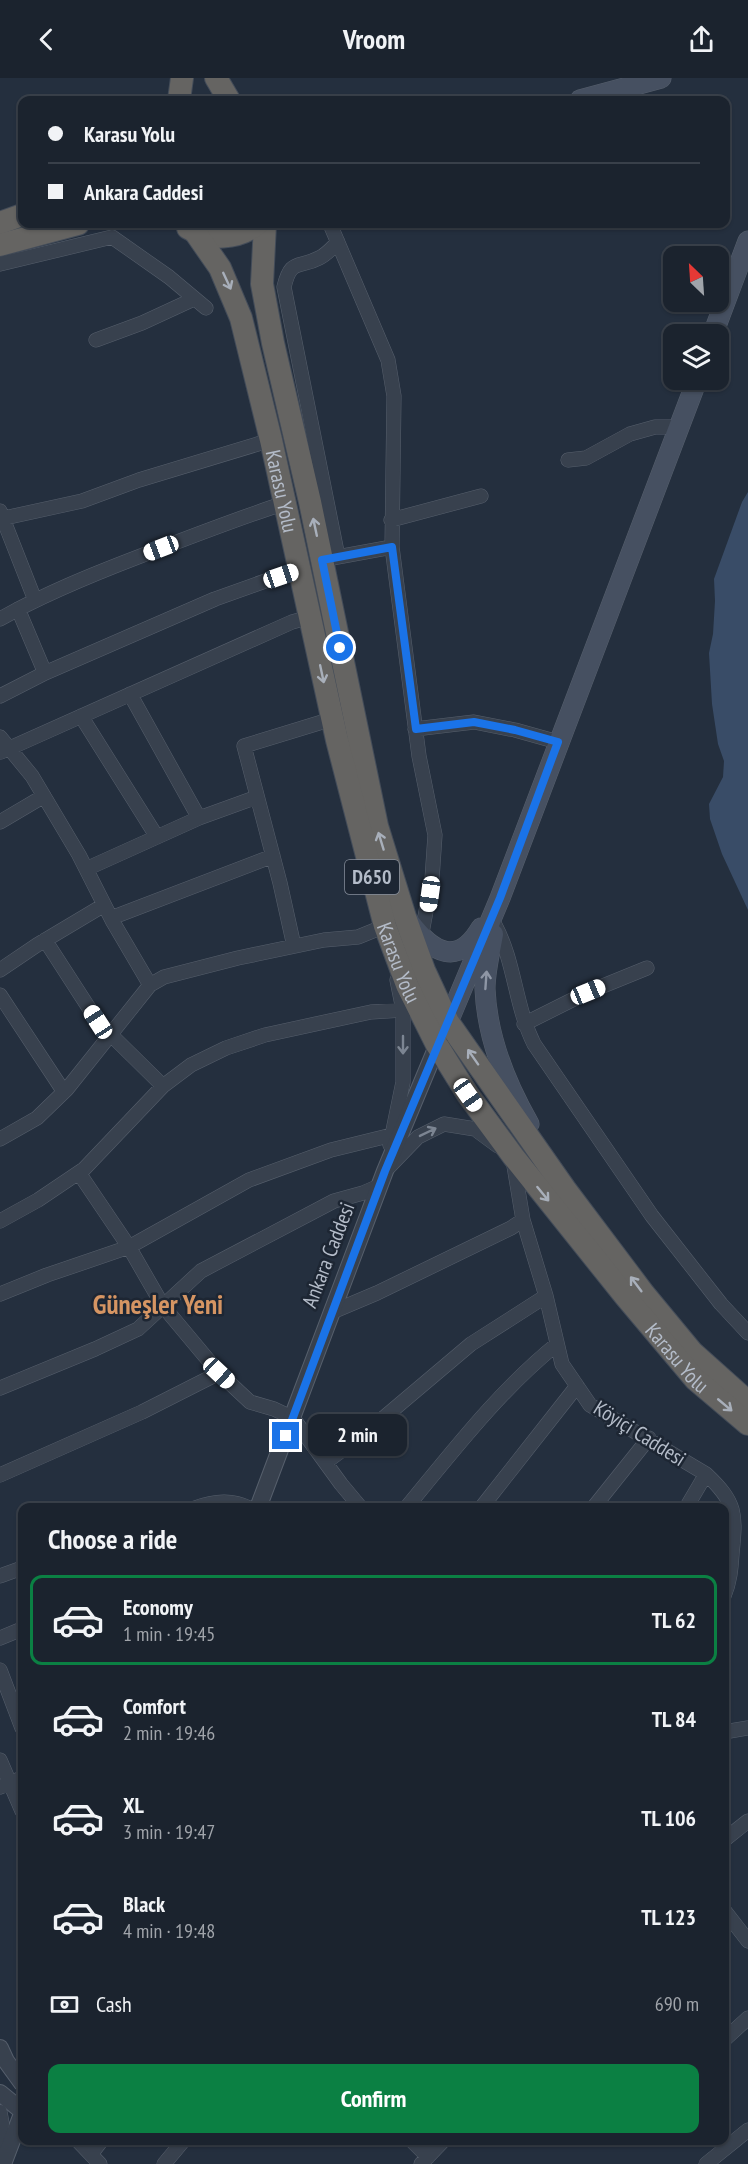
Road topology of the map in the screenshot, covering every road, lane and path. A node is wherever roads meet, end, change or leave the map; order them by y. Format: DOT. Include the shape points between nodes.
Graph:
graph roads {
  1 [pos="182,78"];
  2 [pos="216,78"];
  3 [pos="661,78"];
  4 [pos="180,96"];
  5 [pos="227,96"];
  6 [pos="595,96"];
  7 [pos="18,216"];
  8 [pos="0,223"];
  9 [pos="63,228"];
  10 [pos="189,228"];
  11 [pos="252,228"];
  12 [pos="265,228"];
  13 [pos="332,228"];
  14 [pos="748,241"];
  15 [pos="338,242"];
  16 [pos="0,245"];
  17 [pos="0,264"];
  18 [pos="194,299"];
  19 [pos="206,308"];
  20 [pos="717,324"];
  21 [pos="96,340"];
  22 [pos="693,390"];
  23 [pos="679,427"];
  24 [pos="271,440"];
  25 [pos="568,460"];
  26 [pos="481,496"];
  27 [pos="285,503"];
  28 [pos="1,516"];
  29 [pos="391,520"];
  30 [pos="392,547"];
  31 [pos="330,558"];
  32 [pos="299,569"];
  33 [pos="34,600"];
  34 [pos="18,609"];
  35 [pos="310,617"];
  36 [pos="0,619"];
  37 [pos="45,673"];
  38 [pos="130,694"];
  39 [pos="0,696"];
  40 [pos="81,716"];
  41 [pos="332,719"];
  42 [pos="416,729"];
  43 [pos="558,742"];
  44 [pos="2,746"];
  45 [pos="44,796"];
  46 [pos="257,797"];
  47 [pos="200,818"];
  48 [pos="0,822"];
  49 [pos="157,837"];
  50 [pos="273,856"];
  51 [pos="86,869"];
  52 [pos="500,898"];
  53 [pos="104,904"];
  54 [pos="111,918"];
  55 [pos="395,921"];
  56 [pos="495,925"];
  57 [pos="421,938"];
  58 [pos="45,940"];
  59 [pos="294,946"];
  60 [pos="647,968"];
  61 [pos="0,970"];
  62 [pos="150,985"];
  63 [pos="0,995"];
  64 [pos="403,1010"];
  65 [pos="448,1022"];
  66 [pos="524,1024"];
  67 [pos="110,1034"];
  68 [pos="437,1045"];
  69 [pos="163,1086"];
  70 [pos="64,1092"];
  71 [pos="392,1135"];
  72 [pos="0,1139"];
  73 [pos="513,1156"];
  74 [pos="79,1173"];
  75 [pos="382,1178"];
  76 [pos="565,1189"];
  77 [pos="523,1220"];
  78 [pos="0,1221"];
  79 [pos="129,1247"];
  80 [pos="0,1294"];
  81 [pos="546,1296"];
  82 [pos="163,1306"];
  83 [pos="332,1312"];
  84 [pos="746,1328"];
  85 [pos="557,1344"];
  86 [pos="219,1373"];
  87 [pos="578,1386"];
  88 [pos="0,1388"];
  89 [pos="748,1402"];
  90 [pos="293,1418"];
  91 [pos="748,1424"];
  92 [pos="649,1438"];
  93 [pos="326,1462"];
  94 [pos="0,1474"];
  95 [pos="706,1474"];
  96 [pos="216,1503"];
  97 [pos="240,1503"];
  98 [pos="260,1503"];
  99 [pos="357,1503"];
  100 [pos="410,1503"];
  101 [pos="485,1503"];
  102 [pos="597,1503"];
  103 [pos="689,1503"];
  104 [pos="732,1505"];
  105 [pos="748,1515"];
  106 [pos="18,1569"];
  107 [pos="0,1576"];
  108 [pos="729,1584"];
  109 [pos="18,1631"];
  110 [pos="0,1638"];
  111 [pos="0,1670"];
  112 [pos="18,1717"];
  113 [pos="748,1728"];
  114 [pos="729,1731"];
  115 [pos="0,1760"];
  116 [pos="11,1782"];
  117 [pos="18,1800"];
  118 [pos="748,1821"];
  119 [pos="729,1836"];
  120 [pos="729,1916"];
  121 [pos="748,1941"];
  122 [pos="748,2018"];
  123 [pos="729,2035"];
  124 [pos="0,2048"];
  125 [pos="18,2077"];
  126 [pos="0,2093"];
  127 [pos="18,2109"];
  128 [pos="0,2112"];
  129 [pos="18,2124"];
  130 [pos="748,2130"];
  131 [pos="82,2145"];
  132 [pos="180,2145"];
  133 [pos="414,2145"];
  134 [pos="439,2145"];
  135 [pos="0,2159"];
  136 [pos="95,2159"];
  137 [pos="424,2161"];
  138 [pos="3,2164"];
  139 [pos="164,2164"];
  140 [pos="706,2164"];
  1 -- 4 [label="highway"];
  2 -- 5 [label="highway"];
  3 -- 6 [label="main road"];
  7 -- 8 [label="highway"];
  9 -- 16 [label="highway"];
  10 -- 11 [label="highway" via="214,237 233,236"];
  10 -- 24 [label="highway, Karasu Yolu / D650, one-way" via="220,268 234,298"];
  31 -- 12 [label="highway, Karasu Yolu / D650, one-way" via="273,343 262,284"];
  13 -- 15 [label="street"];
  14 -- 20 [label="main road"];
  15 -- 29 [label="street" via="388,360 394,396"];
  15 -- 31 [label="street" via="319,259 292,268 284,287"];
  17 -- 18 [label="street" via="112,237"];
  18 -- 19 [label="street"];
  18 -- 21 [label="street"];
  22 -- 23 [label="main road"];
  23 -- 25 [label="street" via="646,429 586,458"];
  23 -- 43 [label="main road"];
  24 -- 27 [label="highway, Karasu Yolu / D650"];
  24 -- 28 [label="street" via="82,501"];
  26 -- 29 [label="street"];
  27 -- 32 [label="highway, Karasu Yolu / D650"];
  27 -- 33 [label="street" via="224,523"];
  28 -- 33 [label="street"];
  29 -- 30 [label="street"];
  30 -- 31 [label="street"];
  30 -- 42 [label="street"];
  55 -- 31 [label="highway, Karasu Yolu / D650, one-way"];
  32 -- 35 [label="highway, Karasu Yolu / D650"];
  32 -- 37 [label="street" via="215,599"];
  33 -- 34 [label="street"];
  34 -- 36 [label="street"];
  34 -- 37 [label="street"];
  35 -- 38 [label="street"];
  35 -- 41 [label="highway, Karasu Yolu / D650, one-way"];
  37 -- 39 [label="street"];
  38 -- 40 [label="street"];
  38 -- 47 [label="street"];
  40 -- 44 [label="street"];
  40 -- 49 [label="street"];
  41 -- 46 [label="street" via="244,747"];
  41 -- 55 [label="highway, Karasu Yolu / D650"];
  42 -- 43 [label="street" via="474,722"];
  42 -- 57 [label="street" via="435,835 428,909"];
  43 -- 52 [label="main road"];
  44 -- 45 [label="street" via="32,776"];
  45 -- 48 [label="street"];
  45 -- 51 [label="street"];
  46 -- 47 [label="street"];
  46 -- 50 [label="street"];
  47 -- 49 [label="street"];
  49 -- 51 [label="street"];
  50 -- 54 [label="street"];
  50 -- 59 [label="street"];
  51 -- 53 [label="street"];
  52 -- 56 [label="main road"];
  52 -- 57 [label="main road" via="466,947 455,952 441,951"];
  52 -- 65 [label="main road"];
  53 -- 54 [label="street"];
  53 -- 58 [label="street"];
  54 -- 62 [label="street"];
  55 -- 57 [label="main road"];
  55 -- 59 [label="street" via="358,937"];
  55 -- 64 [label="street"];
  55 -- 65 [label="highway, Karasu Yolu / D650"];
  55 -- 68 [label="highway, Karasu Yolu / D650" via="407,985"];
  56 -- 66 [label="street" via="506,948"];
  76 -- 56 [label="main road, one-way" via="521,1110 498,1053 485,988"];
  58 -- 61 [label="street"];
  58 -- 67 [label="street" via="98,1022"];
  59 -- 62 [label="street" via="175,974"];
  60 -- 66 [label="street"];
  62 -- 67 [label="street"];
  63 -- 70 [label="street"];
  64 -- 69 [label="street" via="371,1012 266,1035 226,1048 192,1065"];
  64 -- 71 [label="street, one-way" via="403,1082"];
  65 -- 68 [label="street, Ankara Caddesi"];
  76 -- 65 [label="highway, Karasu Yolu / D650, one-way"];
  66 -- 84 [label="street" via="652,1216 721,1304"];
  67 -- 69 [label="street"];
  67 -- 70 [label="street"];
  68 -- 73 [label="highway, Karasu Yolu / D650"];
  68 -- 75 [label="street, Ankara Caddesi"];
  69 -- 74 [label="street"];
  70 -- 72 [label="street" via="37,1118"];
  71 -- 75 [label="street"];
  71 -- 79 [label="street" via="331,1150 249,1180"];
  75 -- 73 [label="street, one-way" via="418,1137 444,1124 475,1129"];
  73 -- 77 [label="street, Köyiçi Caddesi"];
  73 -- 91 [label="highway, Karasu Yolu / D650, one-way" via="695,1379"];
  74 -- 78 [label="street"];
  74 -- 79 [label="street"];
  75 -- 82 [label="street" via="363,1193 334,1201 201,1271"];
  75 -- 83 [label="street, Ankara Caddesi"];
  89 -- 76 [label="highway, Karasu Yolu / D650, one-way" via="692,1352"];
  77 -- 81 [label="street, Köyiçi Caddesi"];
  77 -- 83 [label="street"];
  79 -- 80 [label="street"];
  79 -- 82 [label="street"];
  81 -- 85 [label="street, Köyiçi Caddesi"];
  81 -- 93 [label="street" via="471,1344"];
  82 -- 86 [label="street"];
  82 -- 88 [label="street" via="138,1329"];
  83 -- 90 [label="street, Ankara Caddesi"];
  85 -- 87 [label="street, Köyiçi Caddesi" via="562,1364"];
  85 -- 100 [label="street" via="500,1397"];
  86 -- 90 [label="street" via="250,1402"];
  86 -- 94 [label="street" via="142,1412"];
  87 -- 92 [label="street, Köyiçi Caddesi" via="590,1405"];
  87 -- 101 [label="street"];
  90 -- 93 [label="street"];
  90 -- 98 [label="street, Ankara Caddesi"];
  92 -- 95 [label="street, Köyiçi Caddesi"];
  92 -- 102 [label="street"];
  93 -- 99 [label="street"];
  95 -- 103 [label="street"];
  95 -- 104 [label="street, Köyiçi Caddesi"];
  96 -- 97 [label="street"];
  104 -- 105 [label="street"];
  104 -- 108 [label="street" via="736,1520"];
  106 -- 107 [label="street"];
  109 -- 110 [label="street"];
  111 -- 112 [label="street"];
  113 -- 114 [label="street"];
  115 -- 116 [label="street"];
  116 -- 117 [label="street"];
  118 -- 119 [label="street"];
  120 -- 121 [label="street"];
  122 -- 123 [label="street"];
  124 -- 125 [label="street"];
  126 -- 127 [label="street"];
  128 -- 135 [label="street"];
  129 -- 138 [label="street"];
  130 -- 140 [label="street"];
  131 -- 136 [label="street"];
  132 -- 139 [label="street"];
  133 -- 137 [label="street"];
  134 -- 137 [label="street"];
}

• • • • •

== Your goal ==
Using the records above, report each line that contains the word "Ankara" by copying it.

== Your response ==
  65 -- 68 [label="street, Ankara Caddesi"];
  68 -- 75 [label="street, Ankara Caddesi"];
  75 -- 83 [label="street, Ankara Caddesi"];
  83 -- 90 [label="street, Ankara Caddesi"];
  90 -- 98 [label="street, Ankara Caddesi"];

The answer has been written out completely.